**WORK REQUEST**
Search the entries below for "KAWALERII". Report each line where it occurs.

** Opening MATERIAL FOR THIS TASK block **

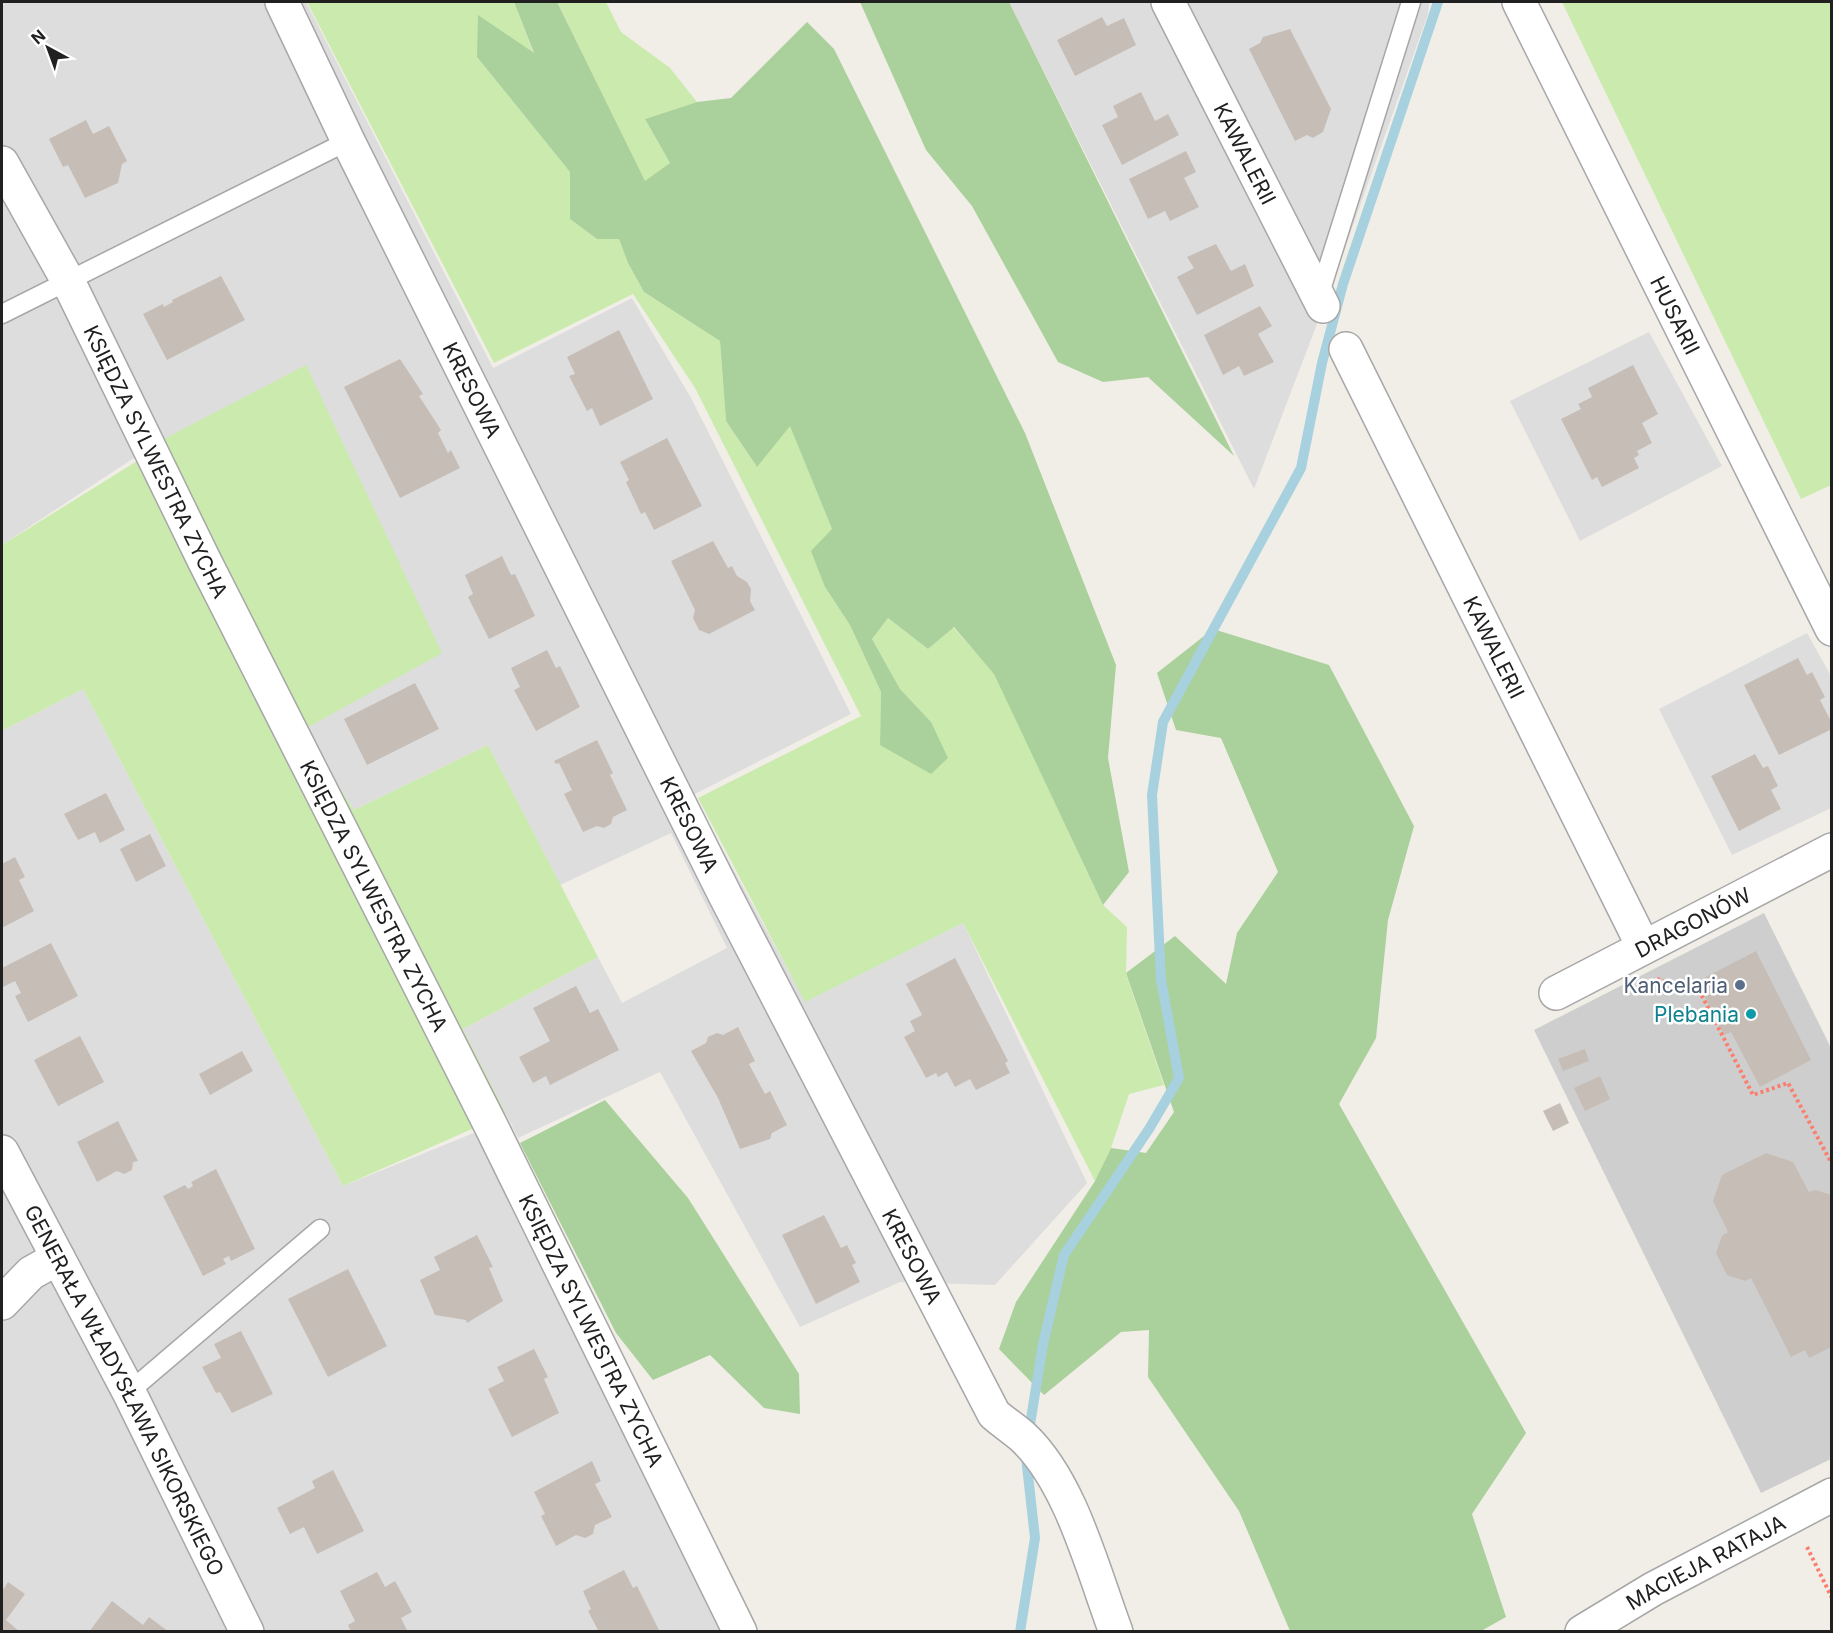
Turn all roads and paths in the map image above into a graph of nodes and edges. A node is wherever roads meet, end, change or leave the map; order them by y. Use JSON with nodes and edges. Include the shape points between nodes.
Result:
{"nodes":[{"id":1,"x":282,"y":2,"type":"edge"},
{"id":2,"x":1168,"y":2,"type":"edge"},
{"id":3,"x":1411,"y":2,"type":"edge"},
{"id":4,"x":1519,"y":2,"type":"edge"},
{"id":5,"x":348,"y":141,"type":"junction"},
{"id":6,"x":2,"y":164,"type":"edge"},
{"id":7,"x":68,"y":281,"type":"junction"},
{"id":8,"x":1320,"y":302,"type":"joint"},
{"id":9,"x":2,"y":314,"type":"edge"},
{"id":10,"x":1346,"y":349,"type":"dead end"},
{"id":11,"x":1832,"y":629,"type":"edge"},
{"id":12,"x":1832,"y":850,"type":"edge"},
{"id":13,"x":1643,"y":946,"type":"junction"},
{"id":14,"x":1652,"y":977,"type":"dead end"},
{"id":15,"x":1556,"y":993,"type":"dead end"},
{"id":16,"x":2,"y":1152,"type":"edge"},
{"id":17,"x":1832,"y":1164,"type":"edge"},
{"id":18,"x":320,"y":1229,"type":"dead end"},
{"id":19,"x":58,"y":1258,"type":"junction"},
{"id":20,"x":2,"y":1303,"type":"edge"},
{"id":21,"x":129,"y":1392,"type":"junction"},
{"id":22,"x":1832,"y":1495,"type":"edge"},
{"id":23,"x":1791,"y":1515,"type":"junction"},
{"id":24,"x":1832,"y":1598,"type":"edge"},
{"id":25,"x":247,"y":1632,"type":"edge"},
{"id":26,"x":740,"y":1632,"type":"edge"},
{"id":27,"x":1116,"y":1632,"type":"edge"},
{"id":28,"x":1582,"y":1632,"type":"edge"}],
"edges":[{"from":1,"to":5,"type":"street","name":"KRESOWA"},
{"from":2,"to":8,"type":"street","name":"KAWALERII"},
{"from":3,"to":8,"type":"lane"},
{"from":4,"to":11,"type":"street","name":"HUSARII"},
{"from":5,"to":7,"type":"lane"},
{"from":5,"to":27,"type":"street","name":"KRESOWA","via":[[724,896],[994,1414],[1024,1438],[1064,1497]]},
{"from":6,"to":7,"type":"street","name":"KSIĘDZA SYLWESTRA ZYCHA"},
{"from":7,"to":9,"type":"lane"},
{"from":7,"to":26,"type":"street","name":"KSIĘDZA SYLWESTRA ZYCHA"},
{"from":10,"to":13,"type":"street","name":"KAWALERII"},
{"from":12,"to":13,"type":"street","name":"DRAGONÓW"},
{"from":13,"to":15,"type":"street","name":"DRAGONÓW"},
{"from":14,"to":17,"type":"path","via":[[1701,994],[1753,1095],[1788,1083]]},
{"from":16,"to":19,"type":"street","name":"GENERAŁA WŁADYSŁAWA SIKORSKIEGO"},
{"from":18,"to":21,"type":"lane"},
{"from":19,"to":20,"type":"street","via":[[31,1273]]},
{"from":19,"to":21,"type":"street","name":"GENERAŁA WŁADYSŁAWA SIKORSKIEGO"},
{"from":21,"to":25,"type":"street","name":"GENERAŁA WŁADYSŁAWA SIKORSKIEGO"},
{"from":22,"to":23,"type":"street","name":"MACIEJA RATAJA"},
{"from":23,"to":24,"type":"path"},
{"from":23,"to":28,"type":"street","name":"MACIEJA RATAJA"}]}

** Closing MATERIAL FOR THIS TASK block **

**TASK RESPONSE**
{"from":2,"to":8,"type":"street","name":"KAWALERII"},
{"from":10,"to":13,"type":"street","name":"KAWALERII"},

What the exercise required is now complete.